#### [Stored data]
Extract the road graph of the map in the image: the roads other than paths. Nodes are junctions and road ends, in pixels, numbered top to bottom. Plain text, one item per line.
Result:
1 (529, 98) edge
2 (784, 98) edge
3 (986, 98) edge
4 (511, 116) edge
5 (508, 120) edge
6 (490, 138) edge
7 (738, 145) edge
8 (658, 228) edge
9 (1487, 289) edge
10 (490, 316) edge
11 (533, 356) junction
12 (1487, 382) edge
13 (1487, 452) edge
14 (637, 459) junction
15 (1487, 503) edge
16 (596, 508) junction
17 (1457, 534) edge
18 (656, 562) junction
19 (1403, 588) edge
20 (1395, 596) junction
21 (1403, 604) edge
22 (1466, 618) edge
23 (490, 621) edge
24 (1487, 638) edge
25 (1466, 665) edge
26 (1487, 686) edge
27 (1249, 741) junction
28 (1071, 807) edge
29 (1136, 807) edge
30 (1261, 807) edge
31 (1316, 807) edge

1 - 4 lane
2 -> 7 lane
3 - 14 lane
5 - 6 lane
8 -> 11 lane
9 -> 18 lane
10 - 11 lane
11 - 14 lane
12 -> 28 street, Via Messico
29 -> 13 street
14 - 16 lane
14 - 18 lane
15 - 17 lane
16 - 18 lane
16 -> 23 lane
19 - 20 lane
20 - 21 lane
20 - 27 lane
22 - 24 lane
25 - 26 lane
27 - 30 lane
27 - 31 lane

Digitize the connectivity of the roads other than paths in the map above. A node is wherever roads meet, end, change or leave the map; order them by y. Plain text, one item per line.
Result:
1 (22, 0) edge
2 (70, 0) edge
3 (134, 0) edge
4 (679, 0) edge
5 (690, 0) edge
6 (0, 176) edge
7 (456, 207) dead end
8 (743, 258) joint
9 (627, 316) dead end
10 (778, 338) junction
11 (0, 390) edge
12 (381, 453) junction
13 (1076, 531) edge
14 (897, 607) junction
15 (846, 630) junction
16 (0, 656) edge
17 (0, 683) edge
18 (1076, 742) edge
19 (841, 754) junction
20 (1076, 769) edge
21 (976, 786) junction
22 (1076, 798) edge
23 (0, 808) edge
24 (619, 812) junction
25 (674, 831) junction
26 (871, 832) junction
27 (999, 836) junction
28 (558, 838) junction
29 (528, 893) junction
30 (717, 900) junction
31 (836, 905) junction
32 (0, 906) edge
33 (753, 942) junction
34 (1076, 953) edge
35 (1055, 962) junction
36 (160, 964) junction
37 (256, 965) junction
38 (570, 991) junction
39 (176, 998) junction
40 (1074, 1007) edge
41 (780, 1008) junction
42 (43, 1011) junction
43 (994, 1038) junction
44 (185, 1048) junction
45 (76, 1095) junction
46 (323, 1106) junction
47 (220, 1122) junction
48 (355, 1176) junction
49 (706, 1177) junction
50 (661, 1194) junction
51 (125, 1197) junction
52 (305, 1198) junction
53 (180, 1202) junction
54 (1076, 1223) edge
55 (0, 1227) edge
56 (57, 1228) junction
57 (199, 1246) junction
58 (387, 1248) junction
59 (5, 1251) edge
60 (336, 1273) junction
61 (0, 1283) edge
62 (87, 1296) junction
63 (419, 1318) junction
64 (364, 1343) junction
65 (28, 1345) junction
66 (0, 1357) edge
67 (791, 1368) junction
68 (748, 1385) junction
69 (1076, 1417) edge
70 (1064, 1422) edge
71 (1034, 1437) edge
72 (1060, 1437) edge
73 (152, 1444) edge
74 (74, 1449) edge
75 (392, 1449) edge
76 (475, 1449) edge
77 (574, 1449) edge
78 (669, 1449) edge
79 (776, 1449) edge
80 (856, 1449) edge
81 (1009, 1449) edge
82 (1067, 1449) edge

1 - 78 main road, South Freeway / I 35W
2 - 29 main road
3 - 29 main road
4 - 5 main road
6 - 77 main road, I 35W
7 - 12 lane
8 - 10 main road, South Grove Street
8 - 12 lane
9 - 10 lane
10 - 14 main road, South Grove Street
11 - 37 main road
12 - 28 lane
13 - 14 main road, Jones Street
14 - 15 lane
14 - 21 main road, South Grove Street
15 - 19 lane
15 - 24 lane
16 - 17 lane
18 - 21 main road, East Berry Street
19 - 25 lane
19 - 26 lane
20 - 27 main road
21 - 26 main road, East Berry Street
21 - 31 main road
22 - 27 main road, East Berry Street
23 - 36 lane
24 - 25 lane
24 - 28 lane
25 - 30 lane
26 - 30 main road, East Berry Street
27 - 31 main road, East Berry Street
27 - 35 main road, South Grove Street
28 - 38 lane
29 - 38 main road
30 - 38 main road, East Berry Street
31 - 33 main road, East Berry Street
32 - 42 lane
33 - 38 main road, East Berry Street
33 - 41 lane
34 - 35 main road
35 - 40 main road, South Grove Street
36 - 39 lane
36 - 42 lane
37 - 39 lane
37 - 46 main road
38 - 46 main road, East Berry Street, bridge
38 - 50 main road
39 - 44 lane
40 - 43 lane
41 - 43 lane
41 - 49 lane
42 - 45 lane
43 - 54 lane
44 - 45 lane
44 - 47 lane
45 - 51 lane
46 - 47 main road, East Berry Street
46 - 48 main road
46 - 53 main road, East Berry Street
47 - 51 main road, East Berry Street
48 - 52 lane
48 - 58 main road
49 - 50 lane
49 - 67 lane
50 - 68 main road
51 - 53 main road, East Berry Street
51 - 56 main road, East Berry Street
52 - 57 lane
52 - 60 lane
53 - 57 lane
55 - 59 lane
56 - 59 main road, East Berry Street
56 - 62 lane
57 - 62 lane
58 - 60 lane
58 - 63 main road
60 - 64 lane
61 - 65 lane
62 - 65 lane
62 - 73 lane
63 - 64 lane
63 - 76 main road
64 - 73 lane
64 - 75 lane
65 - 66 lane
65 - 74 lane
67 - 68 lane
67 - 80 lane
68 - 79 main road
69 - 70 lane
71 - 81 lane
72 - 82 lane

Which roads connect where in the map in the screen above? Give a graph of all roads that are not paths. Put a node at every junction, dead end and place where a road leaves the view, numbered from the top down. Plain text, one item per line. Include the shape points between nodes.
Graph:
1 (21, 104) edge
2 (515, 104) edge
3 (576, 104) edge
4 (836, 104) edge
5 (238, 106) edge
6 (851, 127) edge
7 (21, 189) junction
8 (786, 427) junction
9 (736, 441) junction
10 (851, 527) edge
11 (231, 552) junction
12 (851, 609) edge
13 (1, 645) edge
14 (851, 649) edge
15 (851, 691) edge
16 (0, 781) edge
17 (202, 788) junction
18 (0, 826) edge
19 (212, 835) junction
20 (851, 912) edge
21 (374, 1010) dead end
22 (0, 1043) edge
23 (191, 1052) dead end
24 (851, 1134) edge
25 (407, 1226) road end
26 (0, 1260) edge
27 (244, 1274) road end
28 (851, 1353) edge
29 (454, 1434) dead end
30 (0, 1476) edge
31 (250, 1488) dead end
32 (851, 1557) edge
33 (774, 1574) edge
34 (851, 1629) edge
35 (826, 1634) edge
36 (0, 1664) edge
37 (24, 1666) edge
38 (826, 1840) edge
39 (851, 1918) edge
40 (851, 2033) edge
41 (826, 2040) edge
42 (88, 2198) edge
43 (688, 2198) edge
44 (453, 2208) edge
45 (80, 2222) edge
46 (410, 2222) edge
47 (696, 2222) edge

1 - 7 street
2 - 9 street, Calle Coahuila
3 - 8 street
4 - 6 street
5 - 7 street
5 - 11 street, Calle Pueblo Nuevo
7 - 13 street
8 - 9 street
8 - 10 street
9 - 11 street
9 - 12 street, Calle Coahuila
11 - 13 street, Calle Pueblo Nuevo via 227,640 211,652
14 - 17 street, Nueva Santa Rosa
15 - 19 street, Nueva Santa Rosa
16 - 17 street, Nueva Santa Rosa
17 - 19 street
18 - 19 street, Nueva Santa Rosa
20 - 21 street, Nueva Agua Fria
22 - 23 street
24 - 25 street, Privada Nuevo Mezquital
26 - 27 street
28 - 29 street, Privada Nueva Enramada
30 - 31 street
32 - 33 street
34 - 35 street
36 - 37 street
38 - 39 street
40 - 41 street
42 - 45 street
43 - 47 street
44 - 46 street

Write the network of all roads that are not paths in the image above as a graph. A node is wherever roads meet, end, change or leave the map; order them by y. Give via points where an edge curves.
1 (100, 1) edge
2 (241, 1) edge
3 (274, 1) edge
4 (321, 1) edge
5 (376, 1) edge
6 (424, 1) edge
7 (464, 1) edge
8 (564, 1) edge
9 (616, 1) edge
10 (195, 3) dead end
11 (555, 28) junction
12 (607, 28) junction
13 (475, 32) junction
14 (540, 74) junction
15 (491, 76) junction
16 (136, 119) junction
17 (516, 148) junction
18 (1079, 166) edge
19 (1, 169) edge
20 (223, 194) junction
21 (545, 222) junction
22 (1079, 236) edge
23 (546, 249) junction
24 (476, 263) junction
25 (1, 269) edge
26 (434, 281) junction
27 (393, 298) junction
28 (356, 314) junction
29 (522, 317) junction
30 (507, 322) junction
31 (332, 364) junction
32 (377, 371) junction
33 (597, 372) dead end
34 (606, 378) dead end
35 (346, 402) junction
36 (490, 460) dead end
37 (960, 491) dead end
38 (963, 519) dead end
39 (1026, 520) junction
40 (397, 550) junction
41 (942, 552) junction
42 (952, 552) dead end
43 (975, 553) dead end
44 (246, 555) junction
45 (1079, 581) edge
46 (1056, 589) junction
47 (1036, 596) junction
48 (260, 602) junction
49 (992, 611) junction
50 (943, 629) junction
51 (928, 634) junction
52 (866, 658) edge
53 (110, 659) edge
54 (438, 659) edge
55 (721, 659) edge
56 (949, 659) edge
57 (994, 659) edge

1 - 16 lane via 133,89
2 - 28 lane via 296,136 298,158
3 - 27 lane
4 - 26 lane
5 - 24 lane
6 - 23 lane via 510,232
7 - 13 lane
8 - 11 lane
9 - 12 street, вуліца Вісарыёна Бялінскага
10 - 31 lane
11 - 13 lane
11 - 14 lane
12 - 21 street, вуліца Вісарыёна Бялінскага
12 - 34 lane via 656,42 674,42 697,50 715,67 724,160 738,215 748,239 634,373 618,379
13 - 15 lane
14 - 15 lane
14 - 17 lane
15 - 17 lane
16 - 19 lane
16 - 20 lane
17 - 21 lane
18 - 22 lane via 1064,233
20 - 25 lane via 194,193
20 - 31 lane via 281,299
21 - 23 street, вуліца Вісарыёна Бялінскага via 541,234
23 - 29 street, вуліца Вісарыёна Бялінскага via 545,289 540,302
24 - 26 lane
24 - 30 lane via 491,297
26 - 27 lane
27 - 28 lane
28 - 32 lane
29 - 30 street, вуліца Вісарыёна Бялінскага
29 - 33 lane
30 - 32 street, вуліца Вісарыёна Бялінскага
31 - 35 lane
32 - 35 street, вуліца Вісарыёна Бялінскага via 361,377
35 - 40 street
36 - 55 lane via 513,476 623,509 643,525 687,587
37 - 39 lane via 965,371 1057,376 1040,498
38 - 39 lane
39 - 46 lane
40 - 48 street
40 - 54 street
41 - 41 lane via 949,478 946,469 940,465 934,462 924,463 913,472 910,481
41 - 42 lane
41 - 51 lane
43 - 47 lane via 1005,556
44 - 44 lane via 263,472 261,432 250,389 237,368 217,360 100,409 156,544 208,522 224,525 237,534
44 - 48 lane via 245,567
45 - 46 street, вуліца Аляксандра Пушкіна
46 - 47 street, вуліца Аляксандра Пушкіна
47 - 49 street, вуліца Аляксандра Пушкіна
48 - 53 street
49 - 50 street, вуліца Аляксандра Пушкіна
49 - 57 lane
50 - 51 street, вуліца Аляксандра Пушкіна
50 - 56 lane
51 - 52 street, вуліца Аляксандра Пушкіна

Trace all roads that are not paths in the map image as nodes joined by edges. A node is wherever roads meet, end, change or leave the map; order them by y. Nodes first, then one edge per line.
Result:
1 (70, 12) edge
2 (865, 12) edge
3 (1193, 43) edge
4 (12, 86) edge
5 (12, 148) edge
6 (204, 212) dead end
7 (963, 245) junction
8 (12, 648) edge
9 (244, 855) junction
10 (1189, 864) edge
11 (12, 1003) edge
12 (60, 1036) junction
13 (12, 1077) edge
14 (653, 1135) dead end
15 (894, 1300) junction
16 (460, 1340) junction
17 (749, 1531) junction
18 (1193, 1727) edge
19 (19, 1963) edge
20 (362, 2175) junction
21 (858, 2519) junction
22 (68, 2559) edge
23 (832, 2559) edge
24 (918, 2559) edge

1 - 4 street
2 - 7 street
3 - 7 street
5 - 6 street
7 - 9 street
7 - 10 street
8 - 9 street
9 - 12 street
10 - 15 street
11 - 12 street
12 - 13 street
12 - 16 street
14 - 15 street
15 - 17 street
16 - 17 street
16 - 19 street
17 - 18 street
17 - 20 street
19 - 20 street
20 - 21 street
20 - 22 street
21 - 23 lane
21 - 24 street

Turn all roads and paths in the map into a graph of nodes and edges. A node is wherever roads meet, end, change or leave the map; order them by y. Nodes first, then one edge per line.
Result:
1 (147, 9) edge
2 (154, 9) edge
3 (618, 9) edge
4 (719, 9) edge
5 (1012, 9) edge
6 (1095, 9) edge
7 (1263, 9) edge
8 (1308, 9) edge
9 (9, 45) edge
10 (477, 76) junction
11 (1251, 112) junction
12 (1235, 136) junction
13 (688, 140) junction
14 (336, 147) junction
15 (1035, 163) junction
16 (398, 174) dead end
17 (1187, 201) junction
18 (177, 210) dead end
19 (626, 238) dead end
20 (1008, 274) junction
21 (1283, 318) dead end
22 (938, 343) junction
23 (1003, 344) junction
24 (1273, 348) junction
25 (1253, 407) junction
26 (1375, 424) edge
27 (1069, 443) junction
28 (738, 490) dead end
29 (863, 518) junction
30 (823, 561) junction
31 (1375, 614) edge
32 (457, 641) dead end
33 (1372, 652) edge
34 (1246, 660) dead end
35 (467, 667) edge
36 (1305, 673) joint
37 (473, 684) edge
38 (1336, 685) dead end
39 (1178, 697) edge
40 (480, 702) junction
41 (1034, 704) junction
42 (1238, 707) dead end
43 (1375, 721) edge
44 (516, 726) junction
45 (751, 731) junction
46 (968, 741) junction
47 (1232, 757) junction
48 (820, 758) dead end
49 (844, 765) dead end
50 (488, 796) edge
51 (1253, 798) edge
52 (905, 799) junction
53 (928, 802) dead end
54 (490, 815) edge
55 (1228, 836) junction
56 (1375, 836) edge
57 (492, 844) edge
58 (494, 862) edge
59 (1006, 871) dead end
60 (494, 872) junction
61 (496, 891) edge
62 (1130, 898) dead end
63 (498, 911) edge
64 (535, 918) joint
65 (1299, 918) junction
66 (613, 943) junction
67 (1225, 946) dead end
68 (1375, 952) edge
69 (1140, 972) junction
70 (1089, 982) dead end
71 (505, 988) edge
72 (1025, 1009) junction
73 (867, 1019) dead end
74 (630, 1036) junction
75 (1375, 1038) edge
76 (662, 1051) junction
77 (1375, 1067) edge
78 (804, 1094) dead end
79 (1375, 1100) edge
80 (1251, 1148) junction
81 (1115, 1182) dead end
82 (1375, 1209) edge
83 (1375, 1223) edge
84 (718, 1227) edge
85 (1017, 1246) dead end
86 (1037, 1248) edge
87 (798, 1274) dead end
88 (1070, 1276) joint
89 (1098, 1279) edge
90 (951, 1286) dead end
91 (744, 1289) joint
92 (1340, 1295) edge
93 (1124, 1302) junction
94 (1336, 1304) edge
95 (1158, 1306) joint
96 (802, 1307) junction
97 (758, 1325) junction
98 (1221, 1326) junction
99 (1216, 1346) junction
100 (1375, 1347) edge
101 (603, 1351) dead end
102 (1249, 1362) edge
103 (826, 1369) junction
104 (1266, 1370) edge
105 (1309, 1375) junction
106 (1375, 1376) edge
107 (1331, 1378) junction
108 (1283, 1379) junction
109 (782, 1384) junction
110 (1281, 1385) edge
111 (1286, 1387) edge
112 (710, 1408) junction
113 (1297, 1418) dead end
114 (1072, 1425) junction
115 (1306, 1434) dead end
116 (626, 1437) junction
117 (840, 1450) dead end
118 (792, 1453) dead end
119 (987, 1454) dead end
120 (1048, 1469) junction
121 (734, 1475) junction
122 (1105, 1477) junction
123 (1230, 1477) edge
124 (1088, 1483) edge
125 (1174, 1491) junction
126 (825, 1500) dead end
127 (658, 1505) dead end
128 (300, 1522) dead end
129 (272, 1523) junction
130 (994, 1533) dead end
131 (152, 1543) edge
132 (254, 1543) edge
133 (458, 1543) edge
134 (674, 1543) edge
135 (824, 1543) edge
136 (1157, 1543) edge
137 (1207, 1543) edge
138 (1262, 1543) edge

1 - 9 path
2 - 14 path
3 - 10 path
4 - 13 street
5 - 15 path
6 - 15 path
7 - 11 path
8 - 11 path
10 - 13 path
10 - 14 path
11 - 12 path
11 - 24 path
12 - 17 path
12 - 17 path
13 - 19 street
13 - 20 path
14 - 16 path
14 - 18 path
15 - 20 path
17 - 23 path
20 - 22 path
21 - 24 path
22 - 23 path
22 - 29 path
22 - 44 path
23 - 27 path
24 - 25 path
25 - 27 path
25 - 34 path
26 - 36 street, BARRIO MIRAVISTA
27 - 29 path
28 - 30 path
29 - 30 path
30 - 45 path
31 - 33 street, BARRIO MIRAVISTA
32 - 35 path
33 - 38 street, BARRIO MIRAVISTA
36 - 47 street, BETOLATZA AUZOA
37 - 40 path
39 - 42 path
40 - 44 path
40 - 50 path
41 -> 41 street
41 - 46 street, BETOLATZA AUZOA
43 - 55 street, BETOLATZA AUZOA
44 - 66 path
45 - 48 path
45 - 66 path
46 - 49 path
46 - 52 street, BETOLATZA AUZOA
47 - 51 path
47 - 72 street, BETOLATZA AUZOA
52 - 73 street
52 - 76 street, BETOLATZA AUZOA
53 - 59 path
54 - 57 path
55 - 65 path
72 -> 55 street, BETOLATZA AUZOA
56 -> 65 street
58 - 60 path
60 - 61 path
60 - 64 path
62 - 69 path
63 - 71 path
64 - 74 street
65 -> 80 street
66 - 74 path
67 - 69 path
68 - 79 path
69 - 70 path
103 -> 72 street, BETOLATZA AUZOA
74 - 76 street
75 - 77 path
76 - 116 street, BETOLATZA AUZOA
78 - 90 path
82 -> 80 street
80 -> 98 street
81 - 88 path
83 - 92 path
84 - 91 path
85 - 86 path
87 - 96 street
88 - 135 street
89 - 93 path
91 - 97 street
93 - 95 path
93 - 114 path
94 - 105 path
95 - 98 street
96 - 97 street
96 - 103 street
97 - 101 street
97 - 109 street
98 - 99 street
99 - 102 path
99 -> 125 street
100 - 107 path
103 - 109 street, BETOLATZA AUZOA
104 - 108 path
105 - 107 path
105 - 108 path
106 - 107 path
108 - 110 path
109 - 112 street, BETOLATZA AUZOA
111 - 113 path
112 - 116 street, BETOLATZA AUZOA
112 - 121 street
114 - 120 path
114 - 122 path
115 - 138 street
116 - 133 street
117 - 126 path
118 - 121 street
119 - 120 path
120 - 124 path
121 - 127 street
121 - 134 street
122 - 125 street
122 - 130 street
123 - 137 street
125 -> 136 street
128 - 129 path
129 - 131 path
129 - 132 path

#### [Task brief]
Your answer must be a single number: the count of lines in the records that hold the word "Пушкіна".

#### [Answer to this problem]
6